On the third day of the trial in the southern city of Avignon, the commissioner in charge of the inquiry said investigators sifted through numerous telephone bills, pictures and videos and used facial recognition software to identify the suspects, all of them men.
"I chose to put together a very tight team of four investigators," Jeremie Bosse Platiere, director of the Hautes-Alpes interdepartmental police force, told the court.
"And I chose people who had the stomach to face the images."
He said they had drawn up a list of 72 individuals suspected of abusing Gisele P., 72.
The investigators counted around 200 instances of rape, most of them by Dominique P. and over 90 by strangers enlisted through an adult website.
The assaults took place between July 2011 and October 2020, mainly in the couple's home in Mazan, a village of 6,000 people in the southern region of Provence.
Given the sheer number of suspects, police had to carry out arrests in five waves between late 2020 and September 2021.
Apart from the husband, only 50 suspects, aged between 26 and 74, have so far been identified and tracked down. Most of them face up to 20 years in jail for aggravated rape if convicted.
Eighteen of the 51 accused including Dominique P. are in custody, while 32 other defendants are attending the trial as free men.
The last one, still at large, will be judged in absentia.
Investigators initially identified 54 suspects, but one has since died and two others have been excluded for lack of evidence.
Dominique P. was exposed by chance when he was caught filming up women's skirts in a local supermarket.
Many suspects have said they thought they were helping a libertine couple live out its fantasies. Not a single man tipped off the police.
"In libertine practices, it's very important to get the woman's consent," said the investigator.
Antoine Camus, a lawyer for the family, said the suspects insisted they were not raping the victim, but at the same did everything not to wake her up.
"In reality, you hear whispers," he said.
Gisele P. never appeared "conscious" in the videos, but sometimes the team heard her groan or snore, the investigator said.
"On no video does Madame P. appear conscious or make any gesture," Bosse Platiere said. He said that in her sleep she sometimes reacted to the men's movements including choking.

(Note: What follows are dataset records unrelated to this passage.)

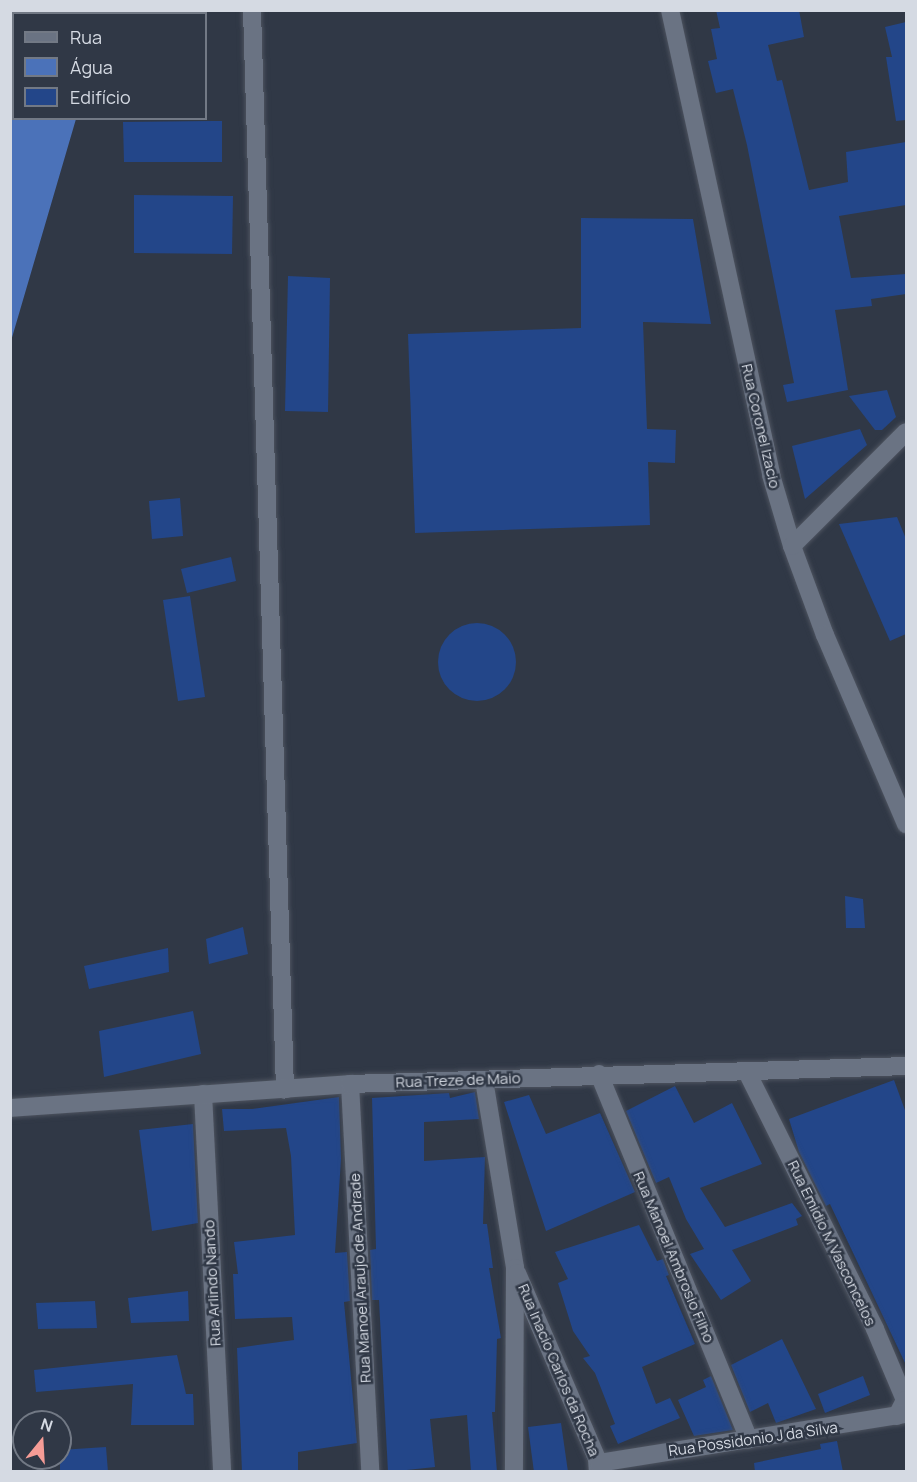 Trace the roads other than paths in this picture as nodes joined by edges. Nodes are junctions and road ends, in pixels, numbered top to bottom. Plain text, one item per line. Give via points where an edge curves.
1 (252, 10) edge
2 (670, 10) edge
3 (906, 432) edge
4 (792, 546) junction
5 (906, 824) edge
6 (905, 1068) edge
7 (747, 1072) junction
8 (599, 1074) junction
9 (484, 1080) junction
10 (350, 1084) junction
11 (285, 1089) junction
12 (202, 1094) junction
13 (10, 1108) edge
14 (515, 1268) junction
15 (902, 1415) edge
16 (749, 1439) junction
17 (598, 1467) edge
18 (222, 1472) edge
19 (370, 1472) edge
20 (514, 1472) edge

1 - 11 street
2 - 4 street, Rua Coronel Izacio via 771,475
3 - 4 street
4 - 5 street, Rua Coronel Izacio
6 - 7 street, Rua Treze de Maio
7 - 8 street, Rua Treze de Maio
7 - 15 street, Rua Emidio M Vasconcelos via 875,1329 905,1400
8 - 9 street, Rua Treze de Maio
8 - 16 street, Rua Manoel Ambrosio Filho
9 - 10 street, Rua Treze de Maio
9 - 14 street, Rua Inacio Carlos da Rocha
10 - 11 street, Rua Treze de Maio
10 - 19 street, Rua Manoel Araujo de Andrade
11 - 12 street, Rua Treze de Maio
12 - 13 street, Rua Treze de Maio
12 - 18 street, Rua Arlindo Nando
14 - 17 street, Rua Inacio Carlos da Rocha
14 - 20 street, Rua Inacio Carlos da Rocha
15 - 16 street, Rua Possidonio J da Silva
16 - 17 street, Rua Possidonio J da Silva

Dominique P. put together a dossier containing thousands of pictures and videos of the assaults, which were stored on a hard disk in a folder named "abuse."
The folder contained sub-folders for each man who came to rape his wife.

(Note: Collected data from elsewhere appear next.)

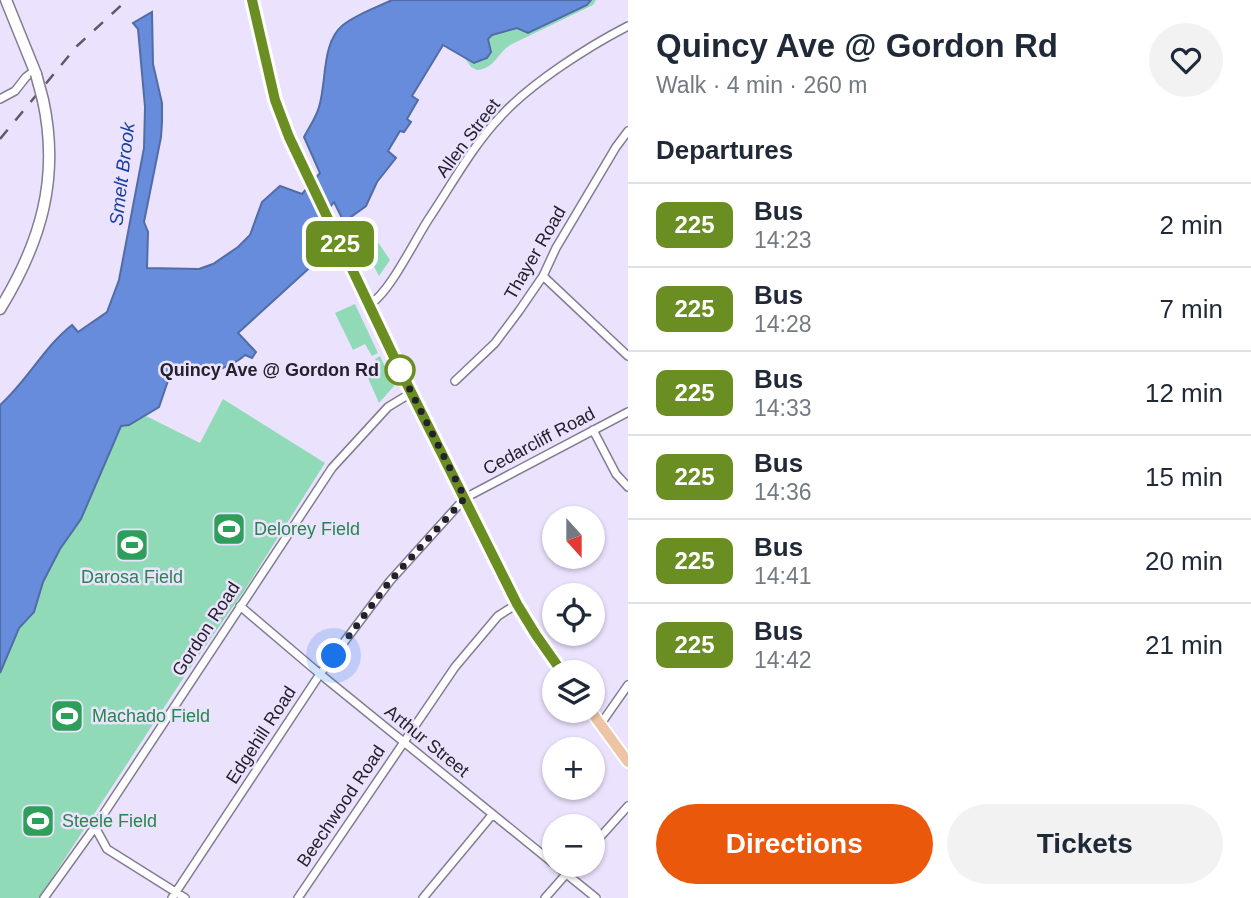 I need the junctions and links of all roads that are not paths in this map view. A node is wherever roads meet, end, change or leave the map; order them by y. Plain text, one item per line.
1 (6, 0) edge
2 (252, 0) edge
3 (628, 26) edge
4 (35, 73) junction
5 (0, 99) edge
6 (628, 131) edge
7 (542, 276) junction
8 (369, 305) junction
9 (0, 309) edge
10 (628, 356) edge
11 (455, 381) dead end
12 (411, 393) junction
13 (628, 412) edge
14 (593, 430) junction
15 (628, 487) edge
16 (465, 498) junction
17 (517, 604) junction
18 (240, 606) junction
19 (554, 660) edge
20 (320, 674) junction
21 (628, 685) edge
22 (600, 724) joint
23 (403, 742) junction
24 (628, 762) edge
25 (628, 806) edge
26 (492, 815) junction
27 (95, 827) junction
28 (605, 832) edge
29 (542, 856) edge
30 (564, 877) edge
31 (569, 877) edge
32 (174, 895) edge
33 (44, 898) edge
34 (184, 898) edge
35 (298, 898) edge
36 (423, 898) edge
37 (545, 898) edge
38 (596, 898) edge

1 - 4 main road
2 - 8 main road
3 - 8 street, Allen Street
4 - 5 street
4 - 9 main road, bridge
6 - 7 street, Thayer Road
7 - 10 street
7 - 11 street, Thayer Road
8 - 12 main road
12 - 16 main road
12 - 18 street, Gordon Road
13 - 14 street, Cedarcliff Road
14 - 15 street
14 - 16 street, Cedarcliff Road
16 - 17 main road
16 - 20 street, Edgehill Road
17 - 19 main road
17 - 23 street, Beechwood Road
18 - 20 street, Arthur Street
18 - 27 street, Gordon Road
20 - 23 street, Arthur Street
20 - 32 street, Edgehill Road
21 - 22 street
22 - 24 main road
23 - 26 street, Arthur Street
23 - 35 street, Beechwood Road
25 - 28 street
26 - 29 street, Arthur Street
26 - 36 street
27 - 32 street
27 - 33 street, Gordon Road
30 - 37 street
31 - 38 street, Arthur Street
32 - 34 street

"A list was then drawn up for each individual according to the name of the file," said Bosse Platiere, adding that his team worked to identify men behind nicknames such as "Chris the fireman", "Quentin", "Gaston" and "David the Black".

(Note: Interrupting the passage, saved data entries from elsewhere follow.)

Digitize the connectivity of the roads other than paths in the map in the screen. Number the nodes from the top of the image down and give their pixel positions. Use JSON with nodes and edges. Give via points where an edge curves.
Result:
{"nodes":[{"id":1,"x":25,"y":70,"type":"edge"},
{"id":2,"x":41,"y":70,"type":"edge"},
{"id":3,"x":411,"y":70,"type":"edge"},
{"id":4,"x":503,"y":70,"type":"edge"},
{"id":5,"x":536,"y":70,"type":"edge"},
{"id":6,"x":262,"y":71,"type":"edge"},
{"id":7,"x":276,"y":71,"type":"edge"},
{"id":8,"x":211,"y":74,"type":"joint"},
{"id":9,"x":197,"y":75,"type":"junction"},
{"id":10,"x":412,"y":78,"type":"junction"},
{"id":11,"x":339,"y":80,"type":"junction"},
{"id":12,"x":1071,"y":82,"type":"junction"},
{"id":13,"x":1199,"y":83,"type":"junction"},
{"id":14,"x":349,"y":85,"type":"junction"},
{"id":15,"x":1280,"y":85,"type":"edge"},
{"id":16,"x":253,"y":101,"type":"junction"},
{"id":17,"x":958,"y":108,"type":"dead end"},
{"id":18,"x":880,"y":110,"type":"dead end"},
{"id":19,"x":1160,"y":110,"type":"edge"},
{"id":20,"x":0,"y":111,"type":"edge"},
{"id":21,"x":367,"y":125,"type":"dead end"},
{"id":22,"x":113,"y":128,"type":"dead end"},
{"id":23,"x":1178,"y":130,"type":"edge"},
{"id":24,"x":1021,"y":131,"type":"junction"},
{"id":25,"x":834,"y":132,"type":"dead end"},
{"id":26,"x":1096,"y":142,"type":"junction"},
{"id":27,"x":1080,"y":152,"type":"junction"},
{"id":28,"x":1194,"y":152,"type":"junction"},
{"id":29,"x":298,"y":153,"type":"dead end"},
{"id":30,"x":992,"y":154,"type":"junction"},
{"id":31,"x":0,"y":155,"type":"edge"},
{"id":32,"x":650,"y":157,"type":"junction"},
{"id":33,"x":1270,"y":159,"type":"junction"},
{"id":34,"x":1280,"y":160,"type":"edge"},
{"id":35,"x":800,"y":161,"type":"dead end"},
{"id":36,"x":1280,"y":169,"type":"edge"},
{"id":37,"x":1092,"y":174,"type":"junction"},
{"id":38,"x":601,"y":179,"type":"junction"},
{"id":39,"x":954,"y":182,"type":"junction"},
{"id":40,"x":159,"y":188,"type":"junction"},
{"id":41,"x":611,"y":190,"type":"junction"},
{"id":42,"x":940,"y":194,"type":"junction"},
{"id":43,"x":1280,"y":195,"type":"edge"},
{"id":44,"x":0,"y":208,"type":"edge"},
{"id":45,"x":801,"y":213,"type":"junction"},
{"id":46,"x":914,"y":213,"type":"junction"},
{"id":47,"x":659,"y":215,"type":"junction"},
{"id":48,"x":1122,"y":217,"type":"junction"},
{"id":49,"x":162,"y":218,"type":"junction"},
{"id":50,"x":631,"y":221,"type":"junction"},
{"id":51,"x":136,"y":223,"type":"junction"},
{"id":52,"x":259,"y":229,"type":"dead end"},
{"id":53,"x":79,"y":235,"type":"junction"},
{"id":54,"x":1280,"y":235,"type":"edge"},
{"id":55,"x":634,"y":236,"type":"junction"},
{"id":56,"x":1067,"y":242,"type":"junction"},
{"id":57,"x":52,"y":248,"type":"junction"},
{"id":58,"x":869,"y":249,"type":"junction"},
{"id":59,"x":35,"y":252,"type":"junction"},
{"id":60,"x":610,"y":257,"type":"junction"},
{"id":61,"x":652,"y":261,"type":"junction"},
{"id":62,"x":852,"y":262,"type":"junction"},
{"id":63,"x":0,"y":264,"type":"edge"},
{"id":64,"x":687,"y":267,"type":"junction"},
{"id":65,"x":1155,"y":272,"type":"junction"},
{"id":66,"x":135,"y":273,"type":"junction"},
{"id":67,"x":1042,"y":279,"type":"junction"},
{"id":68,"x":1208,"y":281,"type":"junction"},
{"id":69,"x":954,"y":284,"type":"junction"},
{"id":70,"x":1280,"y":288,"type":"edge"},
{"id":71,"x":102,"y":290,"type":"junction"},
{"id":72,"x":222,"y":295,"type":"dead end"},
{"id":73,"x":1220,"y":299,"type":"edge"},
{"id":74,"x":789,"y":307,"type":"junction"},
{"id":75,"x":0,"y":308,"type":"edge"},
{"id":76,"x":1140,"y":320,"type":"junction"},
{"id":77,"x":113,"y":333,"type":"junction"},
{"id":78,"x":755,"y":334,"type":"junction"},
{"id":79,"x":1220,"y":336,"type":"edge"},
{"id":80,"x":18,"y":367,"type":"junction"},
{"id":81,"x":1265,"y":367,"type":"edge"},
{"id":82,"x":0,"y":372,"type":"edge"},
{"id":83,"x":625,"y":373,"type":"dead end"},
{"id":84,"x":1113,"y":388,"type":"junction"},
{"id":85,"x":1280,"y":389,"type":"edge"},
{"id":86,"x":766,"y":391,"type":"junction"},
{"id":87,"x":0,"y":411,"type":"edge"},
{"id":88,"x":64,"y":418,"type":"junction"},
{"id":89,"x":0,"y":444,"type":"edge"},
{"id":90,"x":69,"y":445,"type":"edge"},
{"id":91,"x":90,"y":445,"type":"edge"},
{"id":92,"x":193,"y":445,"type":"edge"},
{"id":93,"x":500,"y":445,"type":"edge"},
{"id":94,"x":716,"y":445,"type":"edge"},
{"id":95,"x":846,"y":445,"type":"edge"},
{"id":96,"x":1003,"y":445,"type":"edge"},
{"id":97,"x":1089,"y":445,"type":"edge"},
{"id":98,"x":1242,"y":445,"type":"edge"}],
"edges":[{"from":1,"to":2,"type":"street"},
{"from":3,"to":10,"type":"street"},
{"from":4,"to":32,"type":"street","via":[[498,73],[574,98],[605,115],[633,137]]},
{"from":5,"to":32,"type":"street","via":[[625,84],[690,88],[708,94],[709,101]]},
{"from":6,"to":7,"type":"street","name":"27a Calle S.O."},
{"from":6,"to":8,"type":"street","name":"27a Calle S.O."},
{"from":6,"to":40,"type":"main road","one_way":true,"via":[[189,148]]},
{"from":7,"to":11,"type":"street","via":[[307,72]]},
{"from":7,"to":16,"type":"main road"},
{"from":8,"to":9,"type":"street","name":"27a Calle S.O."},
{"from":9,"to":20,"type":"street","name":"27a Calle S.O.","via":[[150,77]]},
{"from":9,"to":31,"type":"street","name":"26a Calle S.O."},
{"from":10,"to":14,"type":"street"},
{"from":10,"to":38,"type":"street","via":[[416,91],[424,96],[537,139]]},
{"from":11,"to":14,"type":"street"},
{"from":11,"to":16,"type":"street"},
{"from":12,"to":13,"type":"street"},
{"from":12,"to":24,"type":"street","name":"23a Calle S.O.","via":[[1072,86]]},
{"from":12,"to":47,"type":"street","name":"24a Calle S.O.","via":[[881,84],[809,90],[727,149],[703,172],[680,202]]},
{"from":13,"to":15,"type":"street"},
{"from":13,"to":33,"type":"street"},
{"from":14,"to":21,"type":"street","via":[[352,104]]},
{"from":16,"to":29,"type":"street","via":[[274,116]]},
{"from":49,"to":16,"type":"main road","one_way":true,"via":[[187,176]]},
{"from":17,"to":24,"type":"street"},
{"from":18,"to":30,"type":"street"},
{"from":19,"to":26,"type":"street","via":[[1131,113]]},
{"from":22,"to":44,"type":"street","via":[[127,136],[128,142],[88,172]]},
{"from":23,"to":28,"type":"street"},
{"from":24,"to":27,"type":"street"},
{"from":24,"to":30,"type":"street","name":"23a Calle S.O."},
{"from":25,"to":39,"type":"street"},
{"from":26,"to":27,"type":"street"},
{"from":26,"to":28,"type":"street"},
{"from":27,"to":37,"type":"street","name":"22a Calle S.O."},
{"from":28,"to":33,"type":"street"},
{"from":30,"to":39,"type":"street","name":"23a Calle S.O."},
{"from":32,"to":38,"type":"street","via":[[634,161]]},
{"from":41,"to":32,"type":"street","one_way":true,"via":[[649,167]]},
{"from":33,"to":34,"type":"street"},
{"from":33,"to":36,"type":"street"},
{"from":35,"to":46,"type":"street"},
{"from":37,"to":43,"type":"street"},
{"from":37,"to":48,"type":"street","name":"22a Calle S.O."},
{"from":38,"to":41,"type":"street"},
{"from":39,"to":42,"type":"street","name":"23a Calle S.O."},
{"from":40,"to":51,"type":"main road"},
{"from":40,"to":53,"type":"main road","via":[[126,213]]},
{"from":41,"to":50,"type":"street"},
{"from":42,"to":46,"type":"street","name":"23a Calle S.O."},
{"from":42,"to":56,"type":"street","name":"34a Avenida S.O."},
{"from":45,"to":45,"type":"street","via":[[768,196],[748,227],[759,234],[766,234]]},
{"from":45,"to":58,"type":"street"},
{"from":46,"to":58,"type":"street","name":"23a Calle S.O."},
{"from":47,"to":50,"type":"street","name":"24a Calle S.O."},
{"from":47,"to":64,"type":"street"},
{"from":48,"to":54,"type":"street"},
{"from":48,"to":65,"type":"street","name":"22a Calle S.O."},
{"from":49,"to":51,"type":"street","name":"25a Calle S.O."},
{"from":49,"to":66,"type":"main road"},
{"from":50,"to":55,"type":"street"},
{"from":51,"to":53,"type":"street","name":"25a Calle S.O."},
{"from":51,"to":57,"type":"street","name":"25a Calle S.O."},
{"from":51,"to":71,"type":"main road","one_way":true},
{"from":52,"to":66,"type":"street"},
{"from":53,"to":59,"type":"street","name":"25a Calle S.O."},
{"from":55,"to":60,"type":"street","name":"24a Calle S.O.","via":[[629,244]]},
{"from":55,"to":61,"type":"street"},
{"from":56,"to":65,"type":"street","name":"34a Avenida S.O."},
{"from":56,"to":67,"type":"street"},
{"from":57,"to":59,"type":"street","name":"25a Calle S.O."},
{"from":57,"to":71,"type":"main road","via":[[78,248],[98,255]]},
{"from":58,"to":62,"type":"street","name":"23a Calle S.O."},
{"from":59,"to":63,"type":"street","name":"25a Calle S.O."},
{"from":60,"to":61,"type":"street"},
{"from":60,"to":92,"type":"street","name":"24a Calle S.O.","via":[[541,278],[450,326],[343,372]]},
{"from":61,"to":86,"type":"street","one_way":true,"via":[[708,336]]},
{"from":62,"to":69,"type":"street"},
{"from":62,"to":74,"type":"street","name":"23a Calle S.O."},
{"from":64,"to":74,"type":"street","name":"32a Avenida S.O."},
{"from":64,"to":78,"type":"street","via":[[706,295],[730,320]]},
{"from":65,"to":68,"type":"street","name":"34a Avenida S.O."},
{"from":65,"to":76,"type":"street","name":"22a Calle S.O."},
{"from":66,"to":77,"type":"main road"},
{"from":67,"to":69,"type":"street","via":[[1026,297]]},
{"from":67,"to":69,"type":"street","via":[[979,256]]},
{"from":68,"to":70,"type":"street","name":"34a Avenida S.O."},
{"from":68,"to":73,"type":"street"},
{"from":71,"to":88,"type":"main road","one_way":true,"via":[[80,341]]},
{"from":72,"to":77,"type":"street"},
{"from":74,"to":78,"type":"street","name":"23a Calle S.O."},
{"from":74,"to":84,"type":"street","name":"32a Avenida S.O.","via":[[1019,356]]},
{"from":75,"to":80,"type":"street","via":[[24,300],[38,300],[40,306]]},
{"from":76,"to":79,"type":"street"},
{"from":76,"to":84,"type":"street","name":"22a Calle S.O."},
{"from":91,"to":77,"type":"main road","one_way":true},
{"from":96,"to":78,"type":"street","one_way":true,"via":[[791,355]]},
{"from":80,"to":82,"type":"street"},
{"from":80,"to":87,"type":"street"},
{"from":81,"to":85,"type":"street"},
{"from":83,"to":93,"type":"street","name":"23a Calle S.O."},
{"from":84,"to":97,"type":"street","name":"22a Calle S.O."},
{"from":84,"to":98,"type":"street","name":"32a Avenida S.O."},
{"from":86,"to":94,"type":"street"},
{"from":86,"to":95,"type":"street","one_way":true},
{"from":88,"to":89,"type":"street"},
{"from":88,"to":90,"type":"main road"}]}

An initial list of 11 contacts recruited via Skype was identified on Microsoft's software, and the investigators asked the US giant to help track IP addresses.
The police have also scrutinised countless telephone exchanges and online conversations between the husband and his wife's potential attackers.
Several snippets of audio conversations were found.
"You are like me, you like it rape style," the husband told one man.
Bosse Platiere said the police worked to see if there was a link between the calls and instances of rape by looking at Dominique P.'s phone bills and the recovered images.
Dominique P. had also blocked numerous contacts on his phones, arousing the suspicion of the investigators.
"It's unusual," Bosse Platiere said, adding that it had taken them nearly two years to identify the men behind the phone numbers.
The team also used facial recognition software.
"This would enable us to identify a third of the perpetrators," he said.
The trial is due to hear from civil parties in the case on Thursday, including Gisele P. herself.